Sans une approche formalisée de la prévention basée sur un état des lieux global, toute action qu’elle soit Humaine, Technique ou Organisationnelle ne saurait se placer dans une vision lisible pour le manager. Aussi, il faut savoir accepter, en qualité de dirigeant, les analyses faites dans les cas d’audits, d’accidents, … autant que les salariés doivent le faire pour avancer dans un même sens. Les dérives quotidiennes, les matériels, la formation, les choix individuels, l’absence de prise de décision d’un manager, …, sont des facteurs parmi d’autres qui préparent l’accident. Il faut également accepter, côté salariés de ne pas courir à tout prix après les primes au « zéro accident » en tolérant de cacher certains faits pour atteindre l’objectif.

Conclusion

L’engagement contre les accidents graves et mortels est une couche supplémentaire du mille-feuilles bien que très positif sur le fond. L’enjeu de la prévention se fait sur le terrain autant que dans les COMEX, mais il se transforme au contact des acteurs et non dans des guides. Je rencontre trop de préventeurs orientés par les directions, les clients, la réglementation à passer la majeure partie de leur temps dans leur bureau.

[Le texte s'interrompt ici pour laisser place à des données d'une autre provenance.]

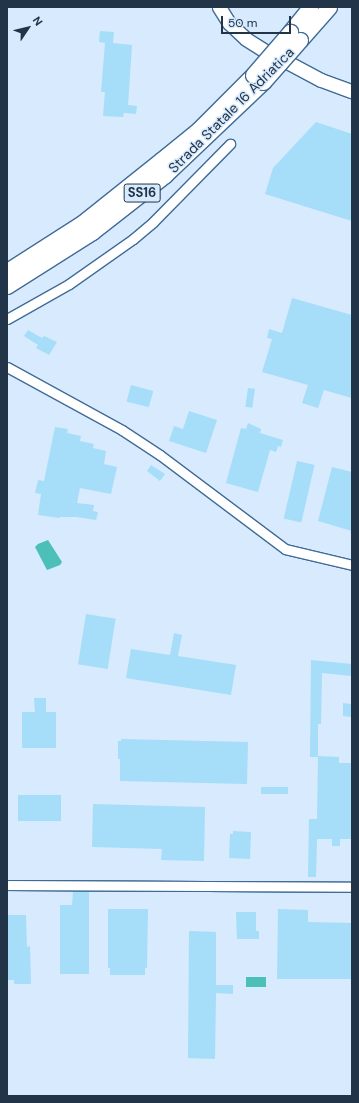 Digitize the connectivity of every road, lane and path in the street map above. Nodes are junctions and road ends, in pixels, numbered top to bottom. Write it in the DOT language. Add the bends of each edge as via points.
graph roads {
  1 [pos="220,7"];
  2 [pos="310,7"];
  3 [pos="329,7"];
  4 [pos="295,36"];
  5 [pos="265,51"];
  6 [pos="289,63"];
  7 [pos="258,78"];
  8 [pos="352,91"];
  9 [pos="230,144"];
  10 [pos="7,271"];
  11 [pos="7,286"];
  12 [pos="7,319"];
  13 [pos="7,367"];
  14 [pos="352,565"];
  15 [pos="7,885"];
  16 [pos="352,887"];
  1 -- 5 [label="main road" via="230,23 246,39"];
  2 -- 4 [label="highway, Strada Statale 16 Adriatica / SS16"];
  3 -- 4 [label="highway, Strada Statale 16 Adriatica / SS16"];
  4 -- 7 [label="highway, Strada Statale 16 Adriatica / SS16, bridge"];
  6 -- 8 [label="main road" via="321,80"];
  7 -- 10 [label="highway, Strada Statale 16 Adriatica / SS16" via="82,223"];
  7 -- 11 [label="highway, Strada Statale 16 Adriatica / SS16" via="165,175 92,232"];
  9 -- 12 [label="street" via="133,239 69,284"];
  13 -- 14 [label="street" via="122,430 160,455 285,549"];
  15 -- 16 [label="street"];
} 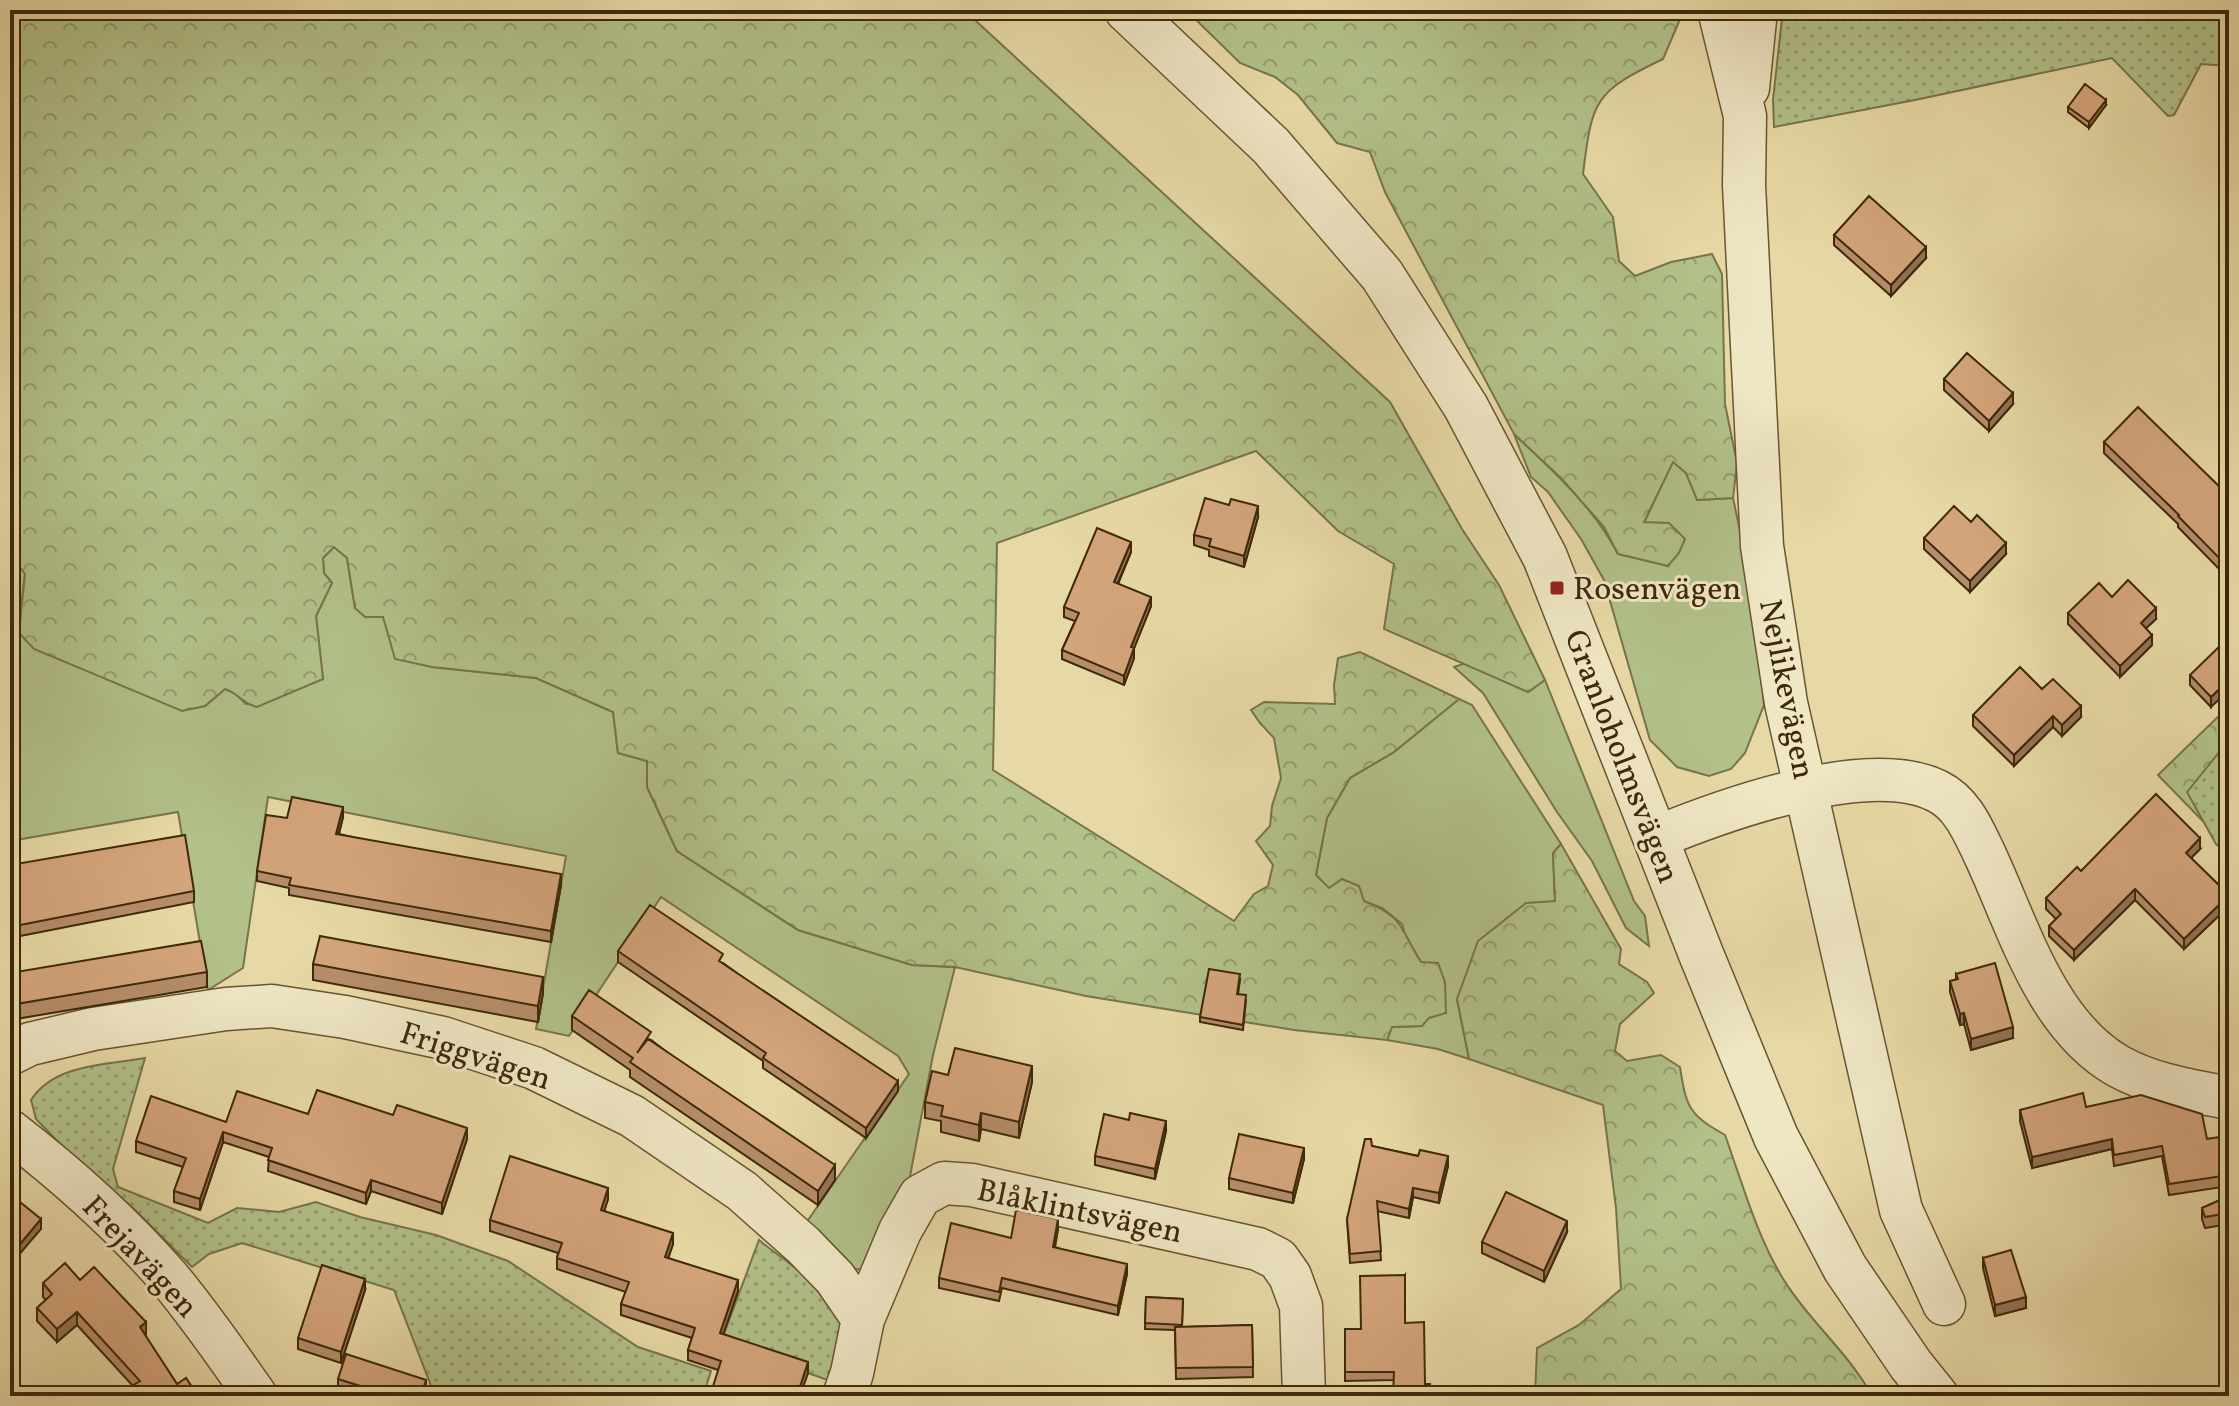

La prévention des risques professionnels est peu enseignée ou de manière trop académique dans les écoles en tout genre (lorsqu’elle est enseignée !).

La prévention des risques professionnels est absente dans les formations de création d’entreprise. Trop souvent le seul contact est le comptable et/ou un avocat qui dresse un portrait exclusivement règlementaire et contraignant.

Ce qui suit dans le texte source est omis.